_Problem:_ Reproduce the records. Keep every word exact and include no images.

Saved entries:
== Segment start ==
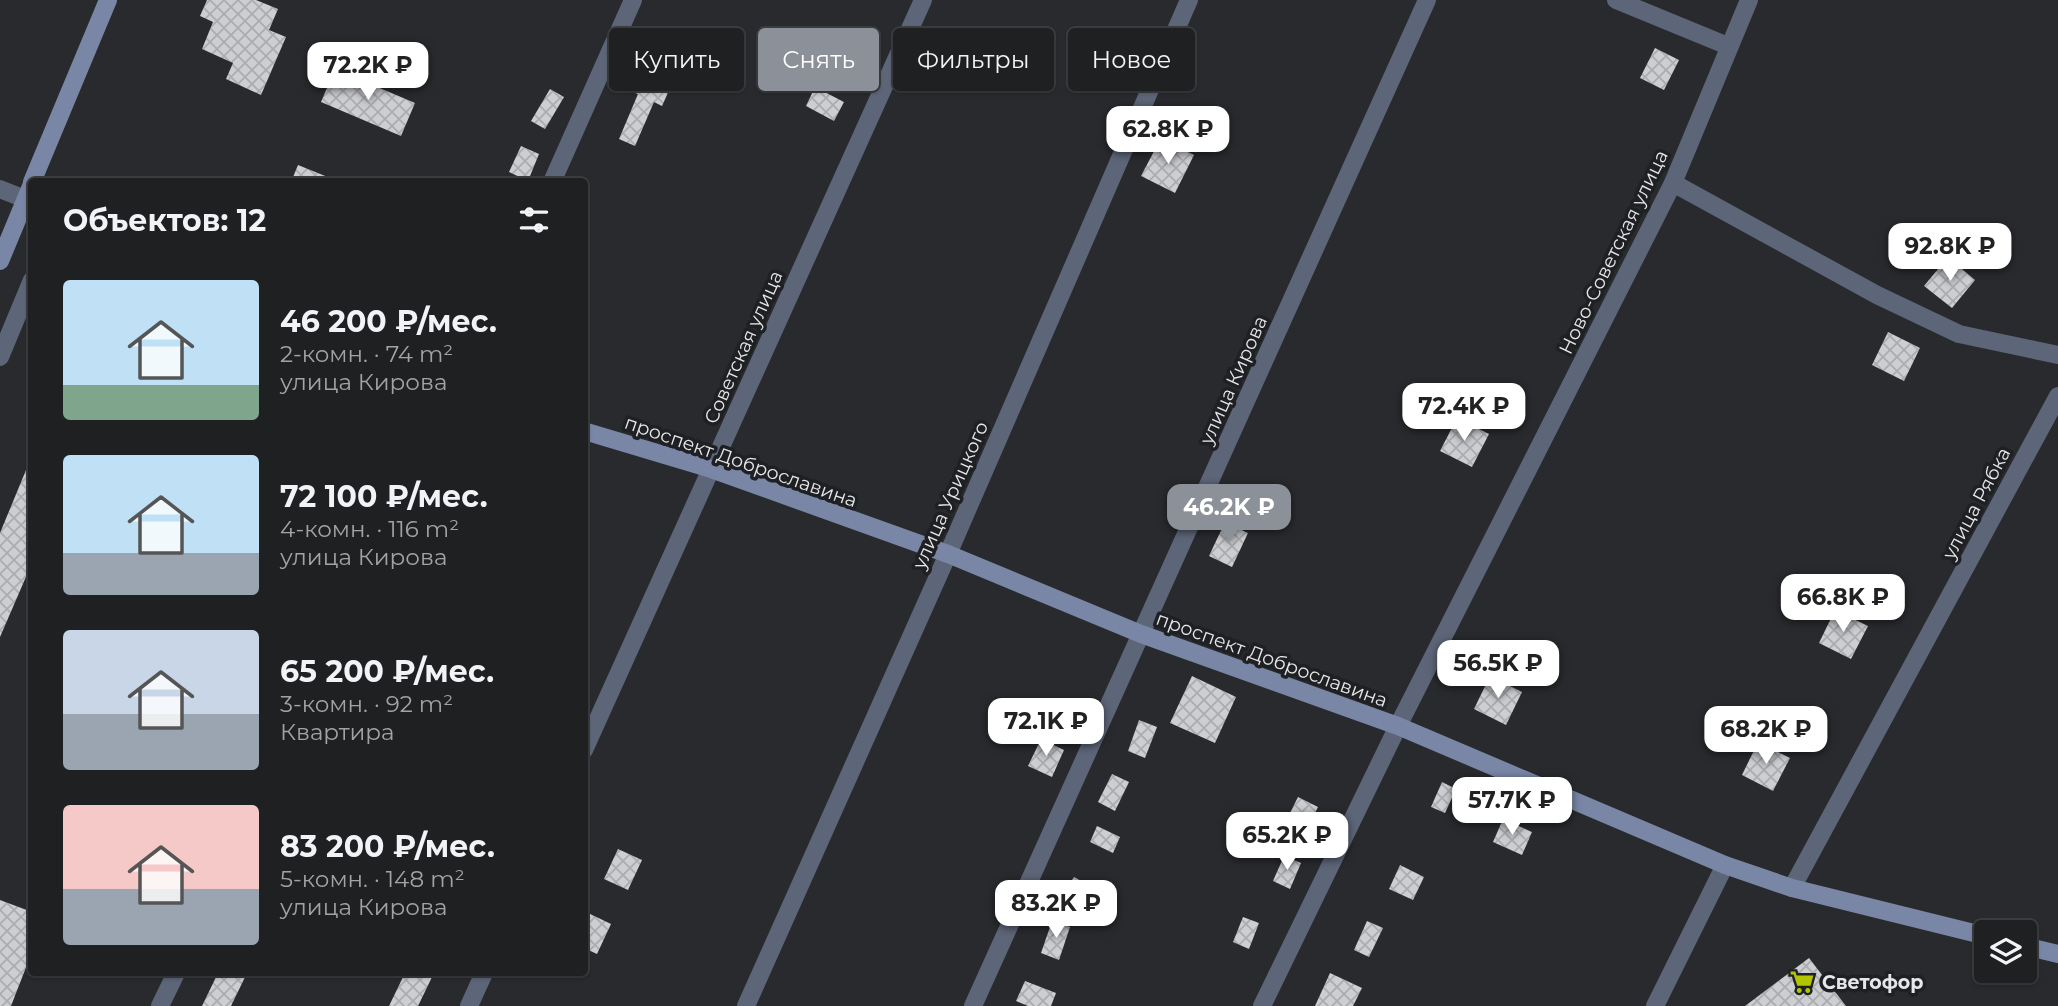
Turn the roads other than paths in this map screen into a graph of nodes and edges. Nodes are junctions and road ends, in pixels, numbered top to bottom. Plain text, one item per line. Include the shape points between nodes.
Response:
1 (108, 0) edge
2 (633, 0) edge
3 (923, 0) edge
4 (1189, 0) edge
5 (1427, 0) edge
6 (1616, 0) edge
7 (1749, 0) edge
8 (1728, 47) junction
9 (36, 178) edge
10 (554, 178) edge
11 (1673, 183) junction
12 (0, 188) edge
13 (28, 192) edge
14 (28, 197) edge
15 (0, 261) edge
16 (28, 290) edge
17 (2058, 355) edge
18 (0, 357) edge
19 (2058, 396) edge
20 (588, 431) edge
21 (711, 469) junction
22 (948, 554) junction
23 (1141, 634) junction
24 (1398, 726) junction
25 (588, 741) edge
26 (1726, 865) junction
27 (1792, 888) junction
28 (1974, 933) edge
29 (2037, 949) edge
30 (2058, 954) edge
31 (175, 976) edge
32 (483, 976) edge
33 (160, 1006) edge
34 (469, 1006) edge
35 (746, 1006) edge
36 (973, 1006) edge
37 (1262, 1006) edge
38 (1655, 1006) edge

1 - 9 street
2 - 10 street
3 - 21 street, Советская улица
4 - 22 street, улица Урицкого
5 - 23 street, улица Кирова
6 - 8 street
7 - 8 street, Ново-Советская улица
8 - 11 street, Ново-Советская улица
11 - 17 street via 1877,295 1959,334
11 - 24 street, Ново-Советская улица
12 - 13 street
14 - 15 street
16 - 18 street
19 - 27 street, улица Рябка
20 - 21 street, проспект Доброславина
21 - 22 street, проспект Доброславина
21 - 25 street, Советская улица
22 - 23 street, проспект Доброславина
22 - 35 street, улица Урицкого
23 - 24 street, проспект Доброславина
23 - 36 street, улица Кирова
24 - 26 street, проспект Доброславина
24 - 37 street, Ново-Советская улица
26 - 27 street, проспект Доброславина
26 - 38 street
27 - 28 street, проспект Доброславина
29 - 30 street
31 - 33 street
32 - 34 street

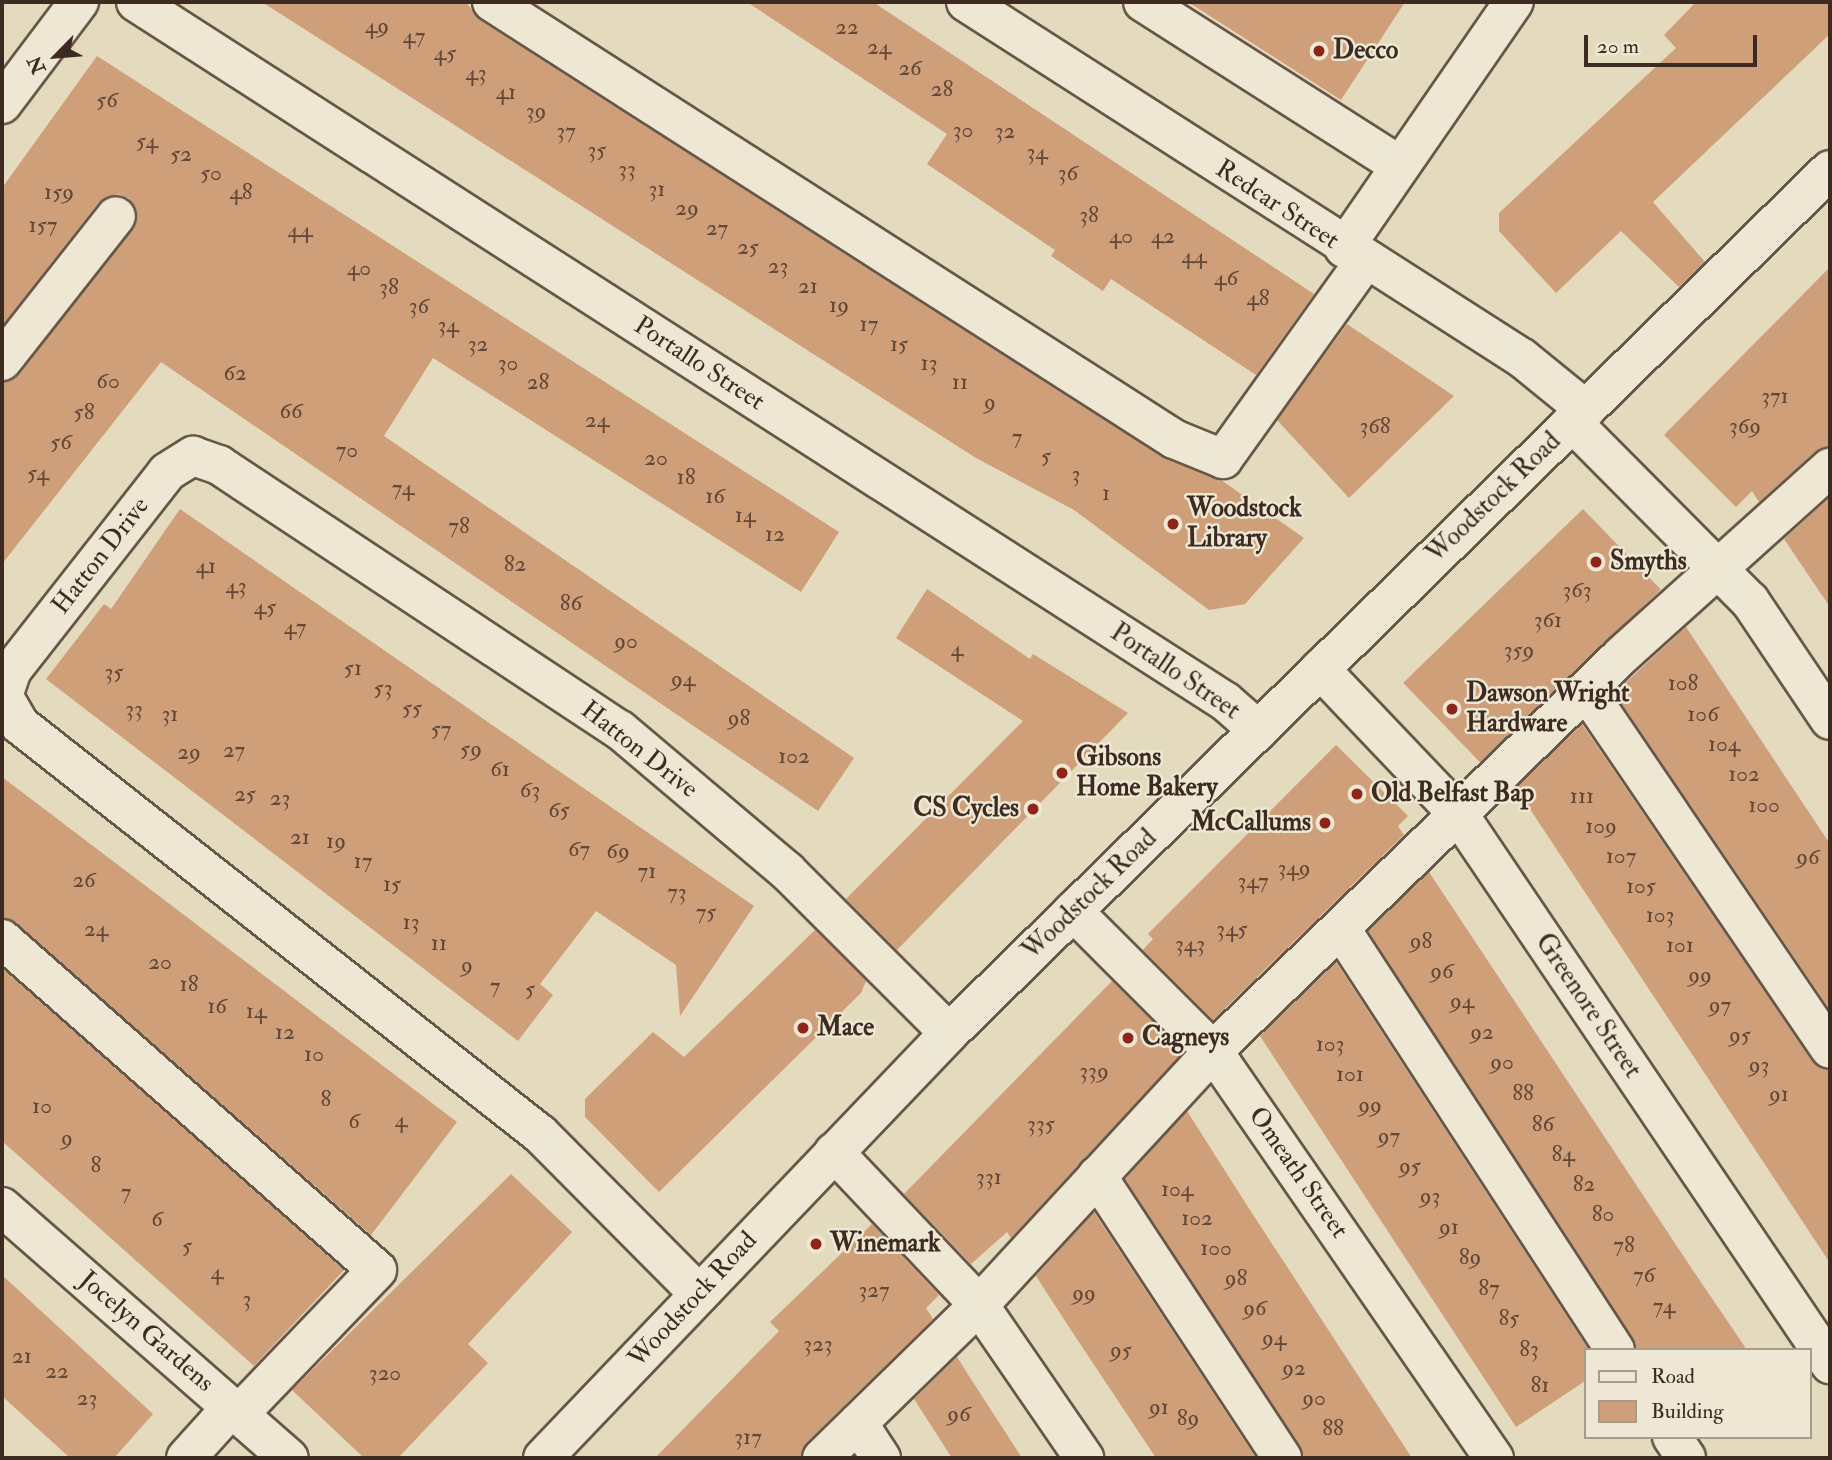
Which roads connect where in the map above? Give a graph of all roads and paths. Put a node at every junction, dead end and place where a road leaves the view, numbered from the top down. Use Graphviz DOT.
== Segment end ==
_Task answer:_
Turn the roads other than paths in this map screen into a graph of nodes and edges. Nodes are junctions and road ends, in pixels, numbered top to bottom. Plain text, one item per line. Include the shape points between nodes.
Response:
1 (108, 0) edge
2 (633, 0) edge
3 (923, 0) edge
4 (1189, 0) edge
5 (1427, 0) edge
6 (1616, 0) edge
7 (1749, 0) edge
8 (1728, 47) junction
9 (36, 178) edge
10 (554, 178) edge
11 (1673, 183) junction
12 (0, 188) edge
13 (28, 192) edge
14 (28, 197) edge
15 (0, 261) edge
16 (28, 290) edge
17 (2058, 355) edge
18 (0, 357) edge
19 (2058, 396) edge
20 (588, 431) edge
21 (711, 469) junction
22 (948, 554) junction
23 (1141, 634) junction
24 (1398, 726) junction
25 (588, 741) edge
26 (1726, 865) junction
27 (1792, 888) junction
28 (1974, 933) edge
29 (2037, 949) edge
30 (2058, 954) edge
31 (175, 976) edge
32 (483, 976) edge
33 (160, 1006) edge
34 (469, 1006) edge
35 (746, 1006) edge
36 (973, 1006) edge
37 (1262, 1006) edge
38 (1655, 1006) edge

1 - 9 street
2 - 10 street
3 - 21 street, Советская улица
4 - 22 street, улица Урицкого
5 - 23 street, улица Кирова
6 - 8 street
7 - 8 street, Ново-Советская улица
8 - 11 street, Ново-Советская улица
11 - 17 street via 1877,295 1959,334
11 - 24 street, Ново-Советская улица
12 - 13 street
14 - 15 street
16 - 18 street
19 - 27 street, улица Рябка
20 - 21 street, проспект Доброславина
21 - 22 street, проспект Доброславина
21 - 25 street, Советская улица
22 - 23 street, проспект Доброславина
22 - 35 street, улица Урицкого
23 - 24 street, проспект Доброславина
23 - 36 street, улица Кирова
24 - 26 street, проспект Доброславина
24 - 37 street, Ново-Советская улица
26 - 27 street, проспект Доброславина
26 - 38 street
27 - 28 street, проспект Доброславина
29 - 30 street
31 - 33 street
32 - 34 street

Which roads connect where in the map above? Give a graph of all roads and paths. Put a node at every junction, dead end and place where a road leaves the view, numbered from the top down. Use Graphviz DOT.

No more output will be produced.